## WHAT THE EXERCISE ASKS
Take the lines below between the one holding "Please list the" and the one holding "Trace the roads", inclusive, and copy them exactly. Add nothing.

********

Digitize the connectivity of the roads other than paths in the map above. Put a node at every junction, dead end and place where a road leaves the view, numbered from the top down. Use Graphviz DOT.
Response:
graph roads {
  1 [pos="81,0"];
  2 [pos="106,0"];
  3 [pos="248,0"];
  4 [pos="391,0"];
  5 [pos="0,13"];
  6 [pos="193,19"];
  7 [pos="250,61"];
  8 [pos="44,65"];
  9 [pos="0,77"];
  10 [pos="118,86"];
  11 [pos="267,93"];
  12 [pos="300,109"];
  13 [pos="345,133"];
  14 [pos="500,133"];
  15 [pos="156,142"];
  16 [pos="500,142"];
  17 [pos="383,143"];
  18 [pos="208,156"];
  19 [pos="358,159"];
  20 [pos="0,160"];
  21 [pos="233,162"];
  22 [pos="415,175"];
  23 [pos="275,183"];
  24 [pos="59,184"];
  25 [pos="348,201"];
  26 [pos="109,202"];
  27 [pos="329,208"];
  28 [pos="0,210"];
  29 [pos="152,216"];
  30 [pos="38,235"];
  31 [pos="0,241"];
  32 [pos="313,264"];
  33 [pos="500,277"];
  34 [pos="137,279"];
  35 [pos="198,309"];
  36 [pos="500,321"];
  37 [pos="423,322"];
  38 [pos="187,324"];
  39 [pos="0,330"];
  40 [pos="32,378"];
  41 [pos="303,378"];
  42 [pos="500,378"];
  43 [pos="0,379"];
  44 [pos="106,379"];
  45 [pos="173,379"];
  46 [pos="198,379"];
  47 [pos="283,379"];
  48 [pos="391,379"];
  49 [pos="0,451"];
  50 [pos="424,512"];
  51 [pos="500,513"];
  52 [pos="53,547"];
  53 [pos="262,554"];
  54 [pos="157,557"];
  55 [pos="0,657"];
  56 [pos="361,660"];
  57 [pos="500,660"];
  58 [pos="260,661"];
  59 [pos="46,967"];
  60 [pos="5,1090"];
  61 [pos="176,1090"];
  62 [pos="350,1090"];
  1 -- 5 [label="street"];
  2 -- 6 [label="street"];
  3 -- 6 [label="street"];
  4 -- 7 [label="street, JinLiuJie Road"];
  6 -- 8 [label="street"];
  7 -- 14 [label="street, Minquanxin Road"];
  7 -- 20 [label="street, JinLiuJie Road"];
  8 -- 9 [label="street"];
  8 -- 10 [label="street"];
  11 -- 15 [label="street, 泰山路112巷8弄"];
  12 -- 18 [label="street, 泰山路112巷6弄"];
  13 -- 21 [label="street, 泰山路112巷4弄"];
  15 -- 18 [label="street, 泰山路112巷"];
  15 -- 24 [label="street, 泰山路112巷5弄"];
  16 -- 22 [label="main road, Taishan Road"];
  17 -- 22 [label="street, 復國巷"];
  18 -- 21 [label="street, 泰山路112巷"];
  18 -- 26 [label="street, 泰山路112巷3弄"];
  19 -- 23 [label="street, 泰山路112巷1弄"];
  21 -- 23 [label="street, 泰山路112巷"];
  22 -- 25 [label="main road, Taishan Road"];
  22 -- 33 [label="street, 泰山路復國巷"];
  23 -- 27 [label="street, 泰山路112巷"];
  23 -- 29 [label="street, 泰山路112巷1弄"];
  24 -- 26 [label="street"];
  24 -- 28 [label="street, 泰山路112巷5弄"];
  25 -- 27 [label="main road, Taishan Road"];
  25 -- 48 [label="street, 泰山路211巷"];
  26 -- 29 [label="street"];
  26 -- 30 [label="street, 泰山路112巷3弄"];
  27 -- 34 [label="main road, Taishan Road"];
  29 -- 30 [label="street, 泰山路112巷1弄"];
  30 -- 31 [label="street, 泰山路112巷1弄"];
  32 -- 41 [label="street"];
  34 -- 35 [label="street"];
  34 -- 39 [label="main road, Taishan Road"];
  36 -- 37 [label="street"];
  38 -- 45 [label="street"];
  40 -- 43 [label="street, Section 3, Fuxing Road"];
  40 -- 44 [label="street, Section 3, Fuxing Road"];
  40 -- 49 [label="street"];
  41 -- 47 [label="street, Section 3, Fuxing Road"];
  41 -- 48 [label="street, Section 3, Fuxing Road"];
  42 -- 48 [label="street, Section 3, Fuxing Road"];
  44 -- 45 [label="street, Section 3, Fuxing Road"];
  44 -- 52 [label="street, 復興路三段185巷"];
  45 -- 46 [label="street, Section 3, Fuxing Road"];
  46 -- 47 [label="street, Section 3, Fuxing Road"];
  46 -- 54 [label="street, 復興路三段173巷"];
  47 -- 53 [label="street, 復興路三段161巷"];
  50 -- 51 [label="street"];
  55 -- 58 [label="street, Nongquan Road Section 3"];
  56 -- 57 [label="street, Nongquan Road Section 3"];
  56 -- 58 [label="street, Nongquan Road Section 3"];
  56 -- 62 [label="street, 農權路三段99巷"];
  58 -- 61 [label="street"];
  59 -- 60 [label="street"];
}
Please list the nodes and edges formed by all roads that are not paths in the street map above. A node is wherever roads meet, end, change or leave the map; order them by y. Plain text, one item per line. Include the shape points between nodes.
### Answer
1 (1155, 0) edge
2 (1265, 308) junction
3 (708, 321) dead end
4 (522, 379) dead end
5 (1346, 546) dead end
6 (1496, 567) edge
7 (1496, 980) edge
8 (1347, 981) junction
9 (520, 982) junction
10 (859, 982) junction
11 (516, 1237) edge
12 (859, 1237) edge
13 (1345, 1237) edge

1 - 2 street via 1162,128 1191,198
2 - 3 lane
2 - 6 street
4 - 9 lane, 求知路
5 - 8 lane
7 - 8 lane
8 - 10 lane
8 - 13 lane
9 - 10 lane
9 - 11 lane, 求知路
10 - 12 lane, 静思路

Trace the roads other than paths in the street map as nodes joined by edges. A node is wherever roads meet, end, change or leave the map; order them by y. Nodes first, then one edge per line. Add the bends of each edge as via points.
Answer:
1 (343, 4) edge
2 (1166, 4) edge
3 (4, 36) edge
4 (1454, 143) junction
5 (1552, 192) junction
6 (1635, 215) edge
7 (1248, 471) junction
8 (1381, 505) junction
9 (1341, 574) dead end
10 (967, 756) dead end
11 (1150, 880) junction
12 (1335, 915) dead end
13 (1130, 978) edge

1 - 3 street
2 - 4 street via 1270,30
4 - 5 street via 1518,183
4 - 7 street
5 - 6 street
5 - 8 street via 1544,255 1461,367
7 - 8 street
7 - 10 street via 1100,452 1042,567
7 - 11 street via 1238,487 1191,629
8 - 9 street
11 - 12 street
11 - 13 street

********

## OUTPUT OF THE EXERCISE
Please list the nodes and edges formed by all roads that are not paths in the street map above. A node is wherever roads meet, end, change or leave the map; order them by y. Plain text, one item per line. Include the shape points between nodes.
### Answer
1 (1155, 0) edge
2 (1265, 308) junction
3 (708, 321) dead end
4 (522, 379) dead end
5 (1346, 546) dead end
6 (1496, 567) edge
7 (1496, 980) edge
8 (1347, 981) junction
9 (520, 982) junction
10 (859, 982) junction
11 (516, 1237) edge
12 (859, 1237) edge
13 (1345, 1237) edge

1 - 2 street via 1162,128 1191,198
2 - 3 lane
2 - 6 street
4 - 9 lane, 求知路
5 - 8 lane
7 - 8 lane
8 - 10 lane
8 - 13 lane
9 - 10 lane
9 - 11 lane, 求知路
10 - 12 lane, 静思路

Trace the roads other than paths in the street map as nodes joined by edges. A node is wherever roads meet, end, change or leave the map; order them by y. Nodes first, then one edge per line. Add the bends of each edge as via points.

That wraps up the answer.